且最近云间老实,他并没有拿这东西出来用的必要。
不知是功效衰退,云间醒了,还是她根本就没有睡着,总之现在是做坏事被抓“奸”在床了。
十三公子挺下动作,微叹一口气,显然有些败兴的意思。
那女子又是盈盈一笑,“怎么,活的还不如死的好玩?”
这话包含许多涵义,但怎么品都不是好的涵义,十三公子又深吸一口气,“算了。

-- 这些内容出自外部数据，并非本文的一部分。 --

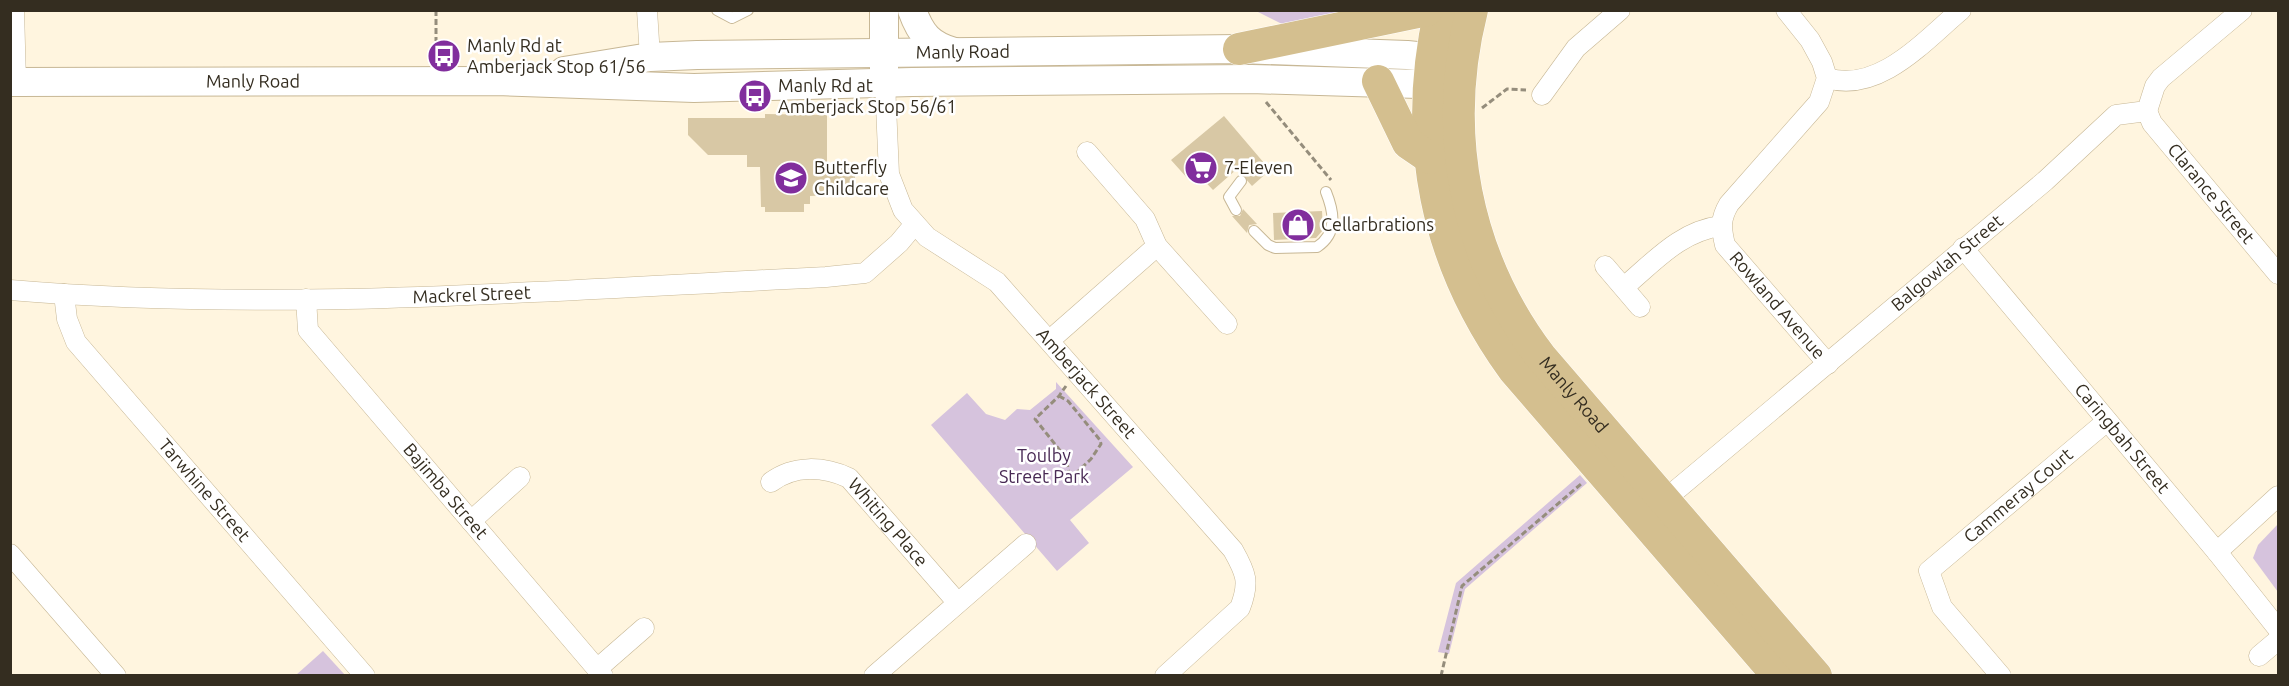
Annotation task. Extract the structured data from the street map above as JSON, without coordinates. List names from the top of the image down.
{
  "streets": {
    "main road": ["Manly Road"],
    "street": [
      "Clarance Street",
      "Balgowlah Street",
      "Mackrel Street",
      "Rowland Avenue",
      "Amberjack Street",
      "Caringbah Street",
      "Tarwhine Street",
      "Bajimba Street",
      "Cammeray Court",
      "Whiting Place"
    ]
  },
  "crossings": [
    ["Manly Road", "Balgowlah Street"],
    ["Manly Road", "Amberjack Street"],
    ["Clarance Street", "Balgowlah Street"],
    ["Balgowlah Street", "Rowland Avenue"],
    ["Balgowlah Street", "Caringbah Street"],
    ["Mackrel Street", "Amberjack Street"],
    ["Mackrel Street", "Tarwhine Street"],
    ["Mackrel Street", "Bajimba Street"],
    ["Caringbah Street", "Cammeray Court"]
  ],
  "parks": ["Toulby Street Park"],
  "places": {
    "bus stop": ["Manly Rd at Amberjack Stop 61/56", "Manly Rd at Amberjack Stop 56/61"],
    "supermarket": ["7-Eleven"],
    "school or university": ["Butterfly Childcare"],
    "shop": ["Cellarbrations"]
  }
}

”
说着准备从云间身上下去,云间却拉了一下他的手臂,然后搂住他的腰身,彼时她已不着寸缕,十三公子的衣衫也已大大地敞开,两幅身躯坦诚地贴在一起,彼此的肌1肤滑得像缎子。
总该做点什么才是。
可是十三公子却认了错,“我错了。”他说。
“唔?”女子天真,“你哪里错了?”
男子垂目,“卑鄙。”
“还有呢?”
“无耻。”十三公子面上一丝烦躁。
“唔,还有呢?”
“下流!够了?”
云间依稀记得,自己以前好像确实这么骂过他,且还不是一次两次,如今能让他自己肯承认这些,也是得来不易的。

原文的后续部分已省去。